If vote totals for presidential candidates are so close that provisional ballots are needed to determine a winner, the race could take more than two weeks to call. Polls show that the state's race between President Bush and Kerry is too close to call.

No Republican has ever won the White House without taking Ohio. Only two Democrats have in more than 100 years.

Since challenging the registrations, the GOP has withdrawn 7,500 names in Fairfield, Hamilton, Montgomery and Wood counties, citing mistakes in its own computer system.

But lengthy hearings are still expected to take place in some counties as voters being challenged are asked to prove they live at the address where they're registered.

Blackwell's order directs elections boards to hold hearings on any pending challenges to voter registrations and rule immediately on the challenges.

If the board rules against a voter, elections officials should flag the person's name as a candidate for possible removal from registration lists, Blackwell said. If those people try to vote on Election Day, they'll be allowed to cast provisional ballots as long as they go to the precinct where they currently live.

Provisional ballots are reserved for registered voters whose names don't show up on their precinct list, or who have moved but haven't d their registration.

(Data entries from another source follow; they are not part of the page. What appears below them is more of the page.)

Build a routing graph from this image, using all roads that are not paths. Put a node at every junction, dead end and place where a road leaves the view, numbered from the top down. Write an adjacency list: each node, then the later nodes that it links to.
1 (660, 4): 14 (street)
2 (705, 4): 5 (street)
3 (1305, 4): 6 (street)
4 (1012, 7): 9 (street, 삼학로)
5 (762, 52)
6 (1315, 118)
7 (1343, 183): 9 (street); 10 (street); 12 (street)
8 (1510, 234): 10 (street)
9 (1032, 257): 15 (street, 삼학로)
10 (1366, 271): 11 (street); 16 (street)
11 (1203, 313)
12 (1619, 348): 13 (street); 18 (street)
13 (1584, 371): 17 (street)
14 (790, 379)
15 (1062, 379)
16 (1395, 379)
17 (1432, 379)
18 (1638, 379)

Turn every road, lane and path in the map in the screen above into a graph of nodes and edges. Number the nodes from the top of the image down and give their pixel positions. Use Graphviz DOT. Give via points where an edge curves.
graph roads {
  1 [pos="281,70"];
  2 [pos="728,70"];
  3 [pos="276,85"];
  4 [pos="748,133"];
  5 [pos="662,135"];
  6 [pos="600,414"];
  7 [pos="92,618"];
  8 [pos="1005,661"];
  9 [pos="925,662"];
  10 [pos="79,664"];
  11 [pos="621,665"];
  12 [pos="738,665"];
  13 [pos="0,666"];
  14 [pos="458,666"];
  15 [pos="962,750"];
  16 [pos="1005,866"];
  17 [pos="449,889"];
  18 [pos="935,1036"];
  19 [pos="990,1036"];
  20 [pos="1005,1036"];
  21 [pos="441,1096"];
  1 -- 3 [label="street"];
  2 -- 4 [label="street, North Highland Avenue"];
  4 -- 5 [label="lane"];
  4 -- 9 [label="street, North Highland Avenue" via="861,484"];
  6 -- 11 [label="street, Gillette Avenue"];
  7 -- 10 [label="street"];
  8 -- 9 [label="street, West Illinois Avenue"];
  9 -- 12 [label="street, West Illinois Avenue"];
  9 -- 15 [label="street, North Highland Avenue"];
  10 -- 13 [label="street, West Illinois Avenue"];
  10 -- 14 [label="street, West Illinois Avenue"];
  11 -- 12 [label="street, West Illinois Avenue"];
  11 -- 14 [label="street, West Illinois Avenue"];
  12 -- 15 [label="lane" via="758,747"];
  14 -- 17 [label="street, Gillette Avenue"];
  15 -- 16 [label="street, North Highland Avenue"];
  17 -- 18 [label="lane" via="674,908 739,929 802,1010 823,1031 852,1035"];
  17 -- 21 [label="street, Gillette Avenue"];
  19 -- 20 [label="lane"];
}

Those ballots aren't counted until at least 10 days after the election.

A Blackwell spokesman called the order a "voter protection mechanism."

"No voter will be permanently removed from Ohio's voting rolls as a result of lack of attendance at the hearing," said spokesman Carlo LoParo.

Democrats immediately criticized Blackwell's ruling, saying it would allow boards to reject the registrations of anyone who can't attend a hearing, such as a soldier on active duty.

"A provisional ballot, while better than no ballot, is not as good as casting a regular ballot," said Myron Marlin, a Democratic Party spokesman. "It will not be counted that night and there's no guarantee they would be counted afterward."

Some counties have voted to reject all GOP challenges, as the Butler County elections board did with a 4-0 decision Monday. The board decided it had already identified the 255 voters named in the challenges and said errors could account for some of the mail being returned.

George Forbes, president of the NAACP in Cleveland, accused the Republican Party of racism for only challenging voters in predominantly black voting precincts in Cuyahoga County.

The Association of Community Organizations for Reform Now, an advocacy group for the poor, says an analysis of Cuyahoga County challenges found about 45 percent in communities where more than 50 percent of the population is black. Twenty-seven percent of the county's 1.4 million people are black, according to the U.S. Census.